Still, I'm pretty clear on the fact that the mere mention or even serious discussions about a divorce don't mean that the marriage can't be saved. Sometimes quite the opposite is true. Sometimes, when this unspoken threat (that both people just may be thinking anyway,) is actually voiced, the lines of communication are suddenly open and that awkward untouchable thing that's been there for a while is now exposed. This can be a good thing. I'll discuss this more in the following article.

How To Handle It When You've Been Threatened With Divorce, But You Want To Save The Marriage: I can not stress enough that you want to avoid rash or extreme reactions or conversations. You really do not want to act as if the mere mention of divorce means that your marriage is most certainly going to end in that 3, 6, or 8 month time period that it takes for this to become final (or whatever that time frame might be.)

Instead, you want to use this as a spring board to calmly talk about this. Try very hard not to allow for yourself to get so upset that you say or do things that are going to only make this worse. Although calm and controlled might not allow you to feel any relief or release at the time, you will likely look back to see that it was exactly right.

You want to try to keep your reactions very even keeled. Tell your spouse that this conversation is troubling and surprising to you, but that you are certainly willing to sit down, and discuss what both of you might want going forward in an attempt to come up with a solution that works best for both of you. It's OK to say that you don't want a divorce if this is your truth. But, what will often happen is that this is all you are focusing on - keeping them from filing for divorce - so that you're not focused on what is really standing in your way or what is really propelling your spouse forward.

Also, it's important that you are able to put this threat into context. Is this something that you're spouse is saying in reaction to anger, fear, or some volatile situation? Or, is this something that they've been considering for a while and have only come to this decision because they think that nothing is ever going to improve? Are they saying this because they want your reassurance that you're committed to this marriage, since they themselves have been having doubts?

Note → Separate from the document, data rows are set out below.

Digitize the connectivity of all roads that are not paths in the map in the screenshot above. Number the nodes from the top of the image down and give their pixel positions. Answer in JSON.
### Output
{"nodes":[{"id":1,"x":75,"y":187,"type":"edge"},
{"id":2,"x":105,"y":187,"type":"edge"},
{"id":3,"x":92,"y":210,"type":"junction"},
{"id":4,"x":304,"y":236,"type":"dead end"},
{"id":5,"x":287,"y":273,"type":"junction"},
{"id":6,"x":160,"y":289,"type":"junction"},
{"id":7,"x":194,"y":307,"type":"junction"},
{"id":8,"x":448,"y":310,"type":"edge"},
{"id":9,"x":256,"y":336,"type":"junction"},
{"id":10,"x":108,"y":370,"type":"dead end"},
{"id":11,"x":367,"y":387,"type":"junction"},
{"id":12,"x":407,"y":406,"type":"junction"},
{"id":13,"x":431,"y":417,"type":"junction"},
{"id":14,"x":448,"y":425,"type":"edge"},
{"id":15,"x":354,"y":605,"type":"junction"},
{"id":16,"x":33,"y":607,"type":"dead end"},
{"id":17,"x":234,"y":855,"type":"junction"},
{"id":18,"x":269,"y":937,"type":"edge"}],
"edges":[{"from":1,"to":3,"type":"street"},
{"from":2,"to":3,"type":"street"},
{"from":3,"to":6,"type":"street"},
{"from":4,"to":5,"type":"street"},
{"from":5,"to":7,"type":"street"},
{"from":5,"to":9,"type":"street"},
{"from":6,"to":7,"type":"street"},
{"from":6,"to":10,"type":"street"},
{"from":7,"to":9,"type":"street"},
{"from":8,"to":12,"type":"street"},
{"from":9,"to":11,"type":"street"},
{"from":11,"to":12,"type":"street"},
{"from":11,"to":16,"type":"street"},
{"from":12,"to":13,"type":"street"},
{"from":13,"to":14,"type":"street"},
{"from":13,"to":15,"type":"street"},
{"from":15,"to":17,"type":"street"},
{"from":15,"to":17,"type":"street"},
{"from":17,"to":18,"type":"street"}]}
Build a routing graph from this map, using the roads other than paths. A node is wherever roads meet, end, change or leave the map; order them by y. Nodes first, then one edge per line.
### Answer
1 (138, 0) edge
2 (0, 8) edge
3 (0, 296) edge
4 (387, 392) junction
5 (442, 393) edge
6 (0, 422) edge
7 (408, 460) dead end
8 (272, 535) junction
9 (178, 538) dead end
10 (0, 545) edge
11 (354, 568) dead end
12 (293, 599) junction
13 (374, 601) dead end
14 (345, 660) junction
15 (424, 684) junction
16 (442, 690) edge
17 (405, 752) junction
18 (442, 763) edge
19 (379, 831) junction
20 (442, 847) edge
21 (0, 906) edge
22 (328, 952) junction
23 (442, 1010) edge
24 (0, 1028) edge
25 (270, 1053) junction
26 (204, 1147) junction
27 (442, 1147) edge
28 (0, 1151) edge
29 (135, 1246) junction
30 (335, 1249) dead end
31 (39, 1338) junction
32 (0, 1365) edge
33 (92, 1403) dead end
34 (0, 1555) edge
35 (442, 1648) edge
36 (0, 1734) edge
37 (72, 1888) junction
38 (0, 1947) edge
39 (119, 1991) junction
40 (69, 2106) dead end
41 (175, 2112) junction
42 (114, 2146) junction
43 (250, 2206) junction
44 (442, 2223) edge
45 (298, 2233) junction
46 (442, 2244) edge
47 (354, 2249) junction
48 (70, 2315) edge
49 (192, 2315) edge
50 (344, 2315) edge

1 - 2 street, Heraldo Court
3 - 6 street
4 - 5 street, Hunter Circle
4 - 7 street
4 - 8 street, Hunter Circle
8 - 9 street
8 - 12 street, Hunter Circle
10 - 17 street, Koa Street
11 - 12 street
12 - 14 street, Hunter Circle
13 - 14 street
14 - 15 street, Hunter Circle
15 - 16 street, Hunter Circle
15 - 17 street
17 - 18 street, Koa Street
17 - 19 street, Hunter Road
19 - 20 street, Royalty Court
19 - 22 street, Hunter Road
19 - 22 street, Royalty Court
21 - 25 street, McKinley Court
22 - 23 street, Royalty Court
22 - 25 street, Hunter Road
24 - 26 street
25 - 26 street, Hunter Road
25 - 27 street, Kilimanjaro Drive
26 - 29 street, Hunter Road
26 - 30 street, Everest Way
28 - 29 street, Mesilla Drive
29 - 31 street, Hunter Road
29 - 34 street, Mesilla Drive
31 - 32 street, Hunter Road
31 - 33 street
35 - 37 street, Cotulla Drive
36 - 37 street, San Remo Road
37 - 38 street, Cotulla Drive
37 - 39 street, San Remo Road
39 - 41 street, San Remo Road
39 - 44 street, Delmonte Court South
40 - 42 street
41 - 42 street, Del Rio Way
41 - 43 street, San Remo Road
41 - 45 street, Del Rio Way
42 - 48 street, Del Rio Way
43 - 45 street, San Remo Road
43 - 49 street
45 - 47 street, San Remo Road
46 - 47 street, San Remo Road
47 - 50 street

It's very helpful if you can determine where this is coming from, but, having said that, I also have to tell you that sometimes you won't be able to gage this immediately. Sometimes, this won't come out until you've had a series of conversations. It's often very hard for people to be able to get to the essence of the core problems. This is especially true for husbands. They'll often just give you vague phrases like "I'm just not happy and don't see myself as able to be happy with this marriage where it is right now." These sorts of phrases can be frustrating, but it doesn't always mean that they are being evasive. It sometimes means that they, themselves, just don't know. But, what they do know is that this marriage just feels wrong to them right now.

Saving The Marriage When Your Spouse Is Considering Divorce: This situation can be a very slippery slope. You don't want to react so negatively that they think that you are trying to thwart them. This will often make them just want the divorce more. You also don't want to come right out and say or imply that they are reading this all wrong. This is somewhat insulting and it runs counter to your insistence that you just want for them to be happy.

What you want to do is to attempt to buy yourself some time, if you can manage this. You might suggest one of you visiting friends for a while or you may suggest putting any decisions about a divorce off of the table for say, six months. This would give you both some time to attempt to improve things before you make a life changing decision.

You always want to remember how your reactions are being perceived. And, even if you can get this reprieve, you don't want to keep bringing up the divorce and or to continuously ask what they are thinking or where they are leaning right now. Your best bet is to just focus on the positive. You want to create an atmosphere of a joint effort where the two of you are again partners and working toward one goal. Don't make this difficult because you're not acting like yourself out of fear of doing something wrong.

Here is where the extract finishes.